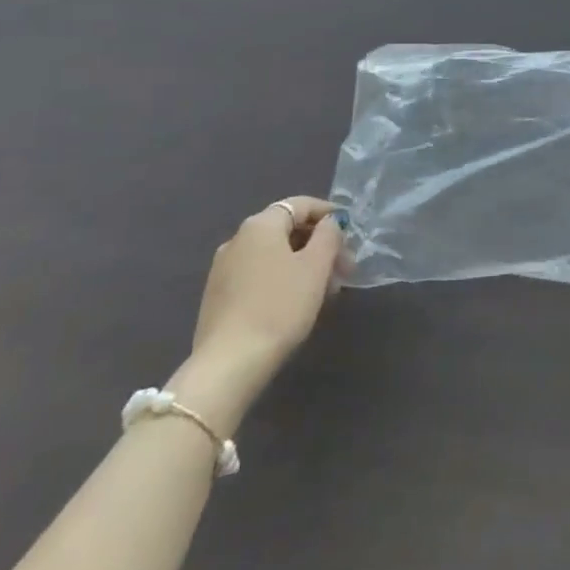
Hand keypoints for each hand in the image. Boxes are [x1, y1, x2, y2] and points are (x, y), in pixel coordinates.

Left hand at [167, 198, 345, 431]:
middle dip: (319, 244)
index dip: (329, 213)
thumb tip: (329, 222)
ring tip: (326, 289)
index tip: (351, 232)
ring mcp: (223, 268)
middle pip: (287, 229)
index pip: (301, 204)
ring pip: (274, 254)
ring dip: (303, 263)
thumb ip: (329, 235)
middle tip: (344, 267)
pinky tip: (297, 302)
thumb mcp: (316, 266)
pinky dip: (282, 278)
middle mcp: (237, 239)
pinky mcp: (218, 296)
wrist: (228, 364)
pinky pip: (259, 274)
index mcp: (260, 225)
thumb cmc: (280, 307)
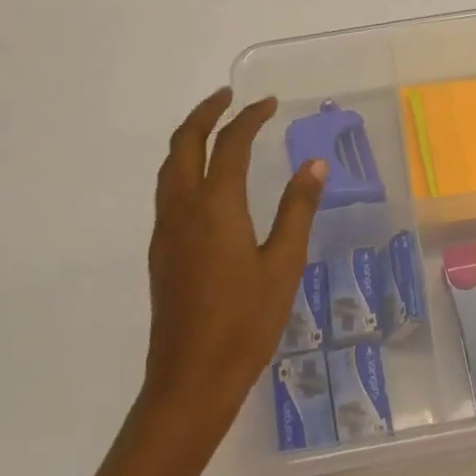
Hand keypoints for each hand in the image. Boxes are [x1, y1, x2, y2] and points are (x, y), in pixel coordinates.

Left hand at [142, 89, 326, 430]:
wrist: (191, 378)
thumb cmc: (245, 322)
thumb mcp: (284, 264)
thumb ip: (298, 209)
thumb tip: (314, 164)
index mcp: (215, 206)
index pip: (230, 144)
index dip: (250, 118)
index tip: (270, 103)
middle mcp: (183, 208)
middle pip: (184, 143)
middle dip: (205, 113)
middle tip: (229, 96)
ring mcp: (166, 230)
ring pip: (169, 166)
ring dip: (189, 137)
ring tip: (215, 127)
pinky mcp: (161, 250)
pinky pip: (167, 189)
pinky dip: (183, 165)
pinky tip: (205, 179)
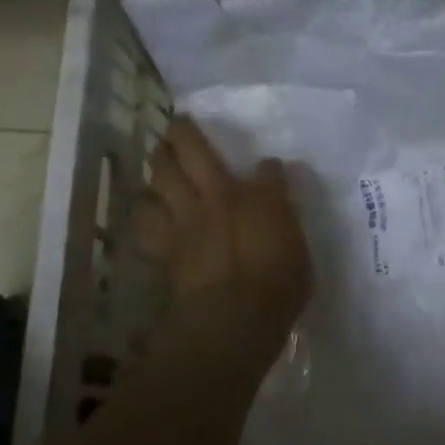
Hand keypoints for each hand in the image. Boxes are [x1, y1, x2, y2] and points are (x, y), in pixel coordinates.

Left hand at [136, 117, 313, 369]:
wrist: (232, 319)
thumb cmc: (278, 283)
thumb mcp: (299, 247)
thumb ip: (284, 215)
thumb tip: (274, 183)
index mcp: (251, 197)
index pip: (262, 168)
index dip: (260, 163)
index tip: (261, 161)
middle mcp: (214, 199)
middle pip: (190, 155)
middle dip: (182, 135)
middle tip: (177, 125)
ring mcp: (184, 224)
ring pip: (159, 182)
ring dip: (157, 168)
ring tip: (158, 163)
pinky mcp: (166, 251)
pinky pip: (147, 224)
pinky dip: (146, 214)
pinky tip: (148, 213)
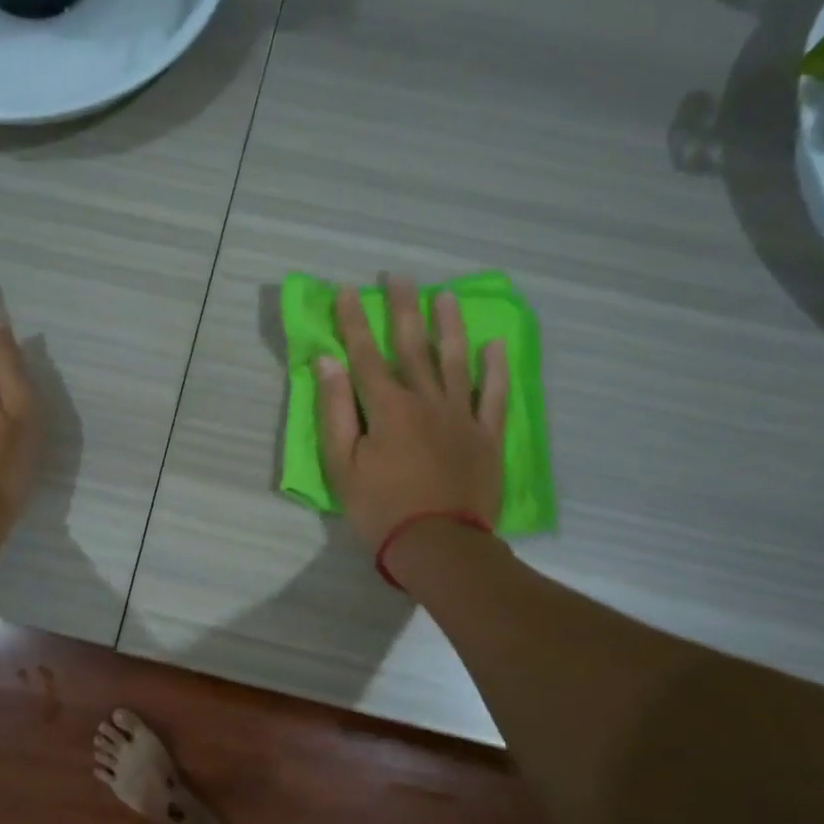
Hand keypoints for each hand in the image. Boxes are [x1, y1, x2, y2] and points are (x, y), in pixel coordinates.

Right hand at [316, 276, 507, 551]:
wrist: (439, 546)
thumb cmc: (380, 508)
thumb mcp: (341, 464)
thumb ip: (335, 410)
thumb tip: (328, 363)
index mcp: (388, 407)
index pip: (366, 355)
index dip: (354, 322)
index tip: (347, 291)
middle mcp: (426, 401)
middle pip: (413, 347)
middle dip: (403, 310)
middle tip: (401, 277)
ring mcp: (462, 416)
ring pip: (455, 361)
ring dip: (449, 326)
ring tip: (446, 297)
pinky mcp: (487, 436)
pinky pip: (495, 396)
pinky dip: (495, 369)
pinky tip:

Problem description:
Show the lines of the entries that include the string "Left", copying each in full.

Task solution:
Left hand at [167, 198, 345, 431]:
Left hand at [142, 89, 326, 430]:
Left hand at [136, 117, 313, 369]:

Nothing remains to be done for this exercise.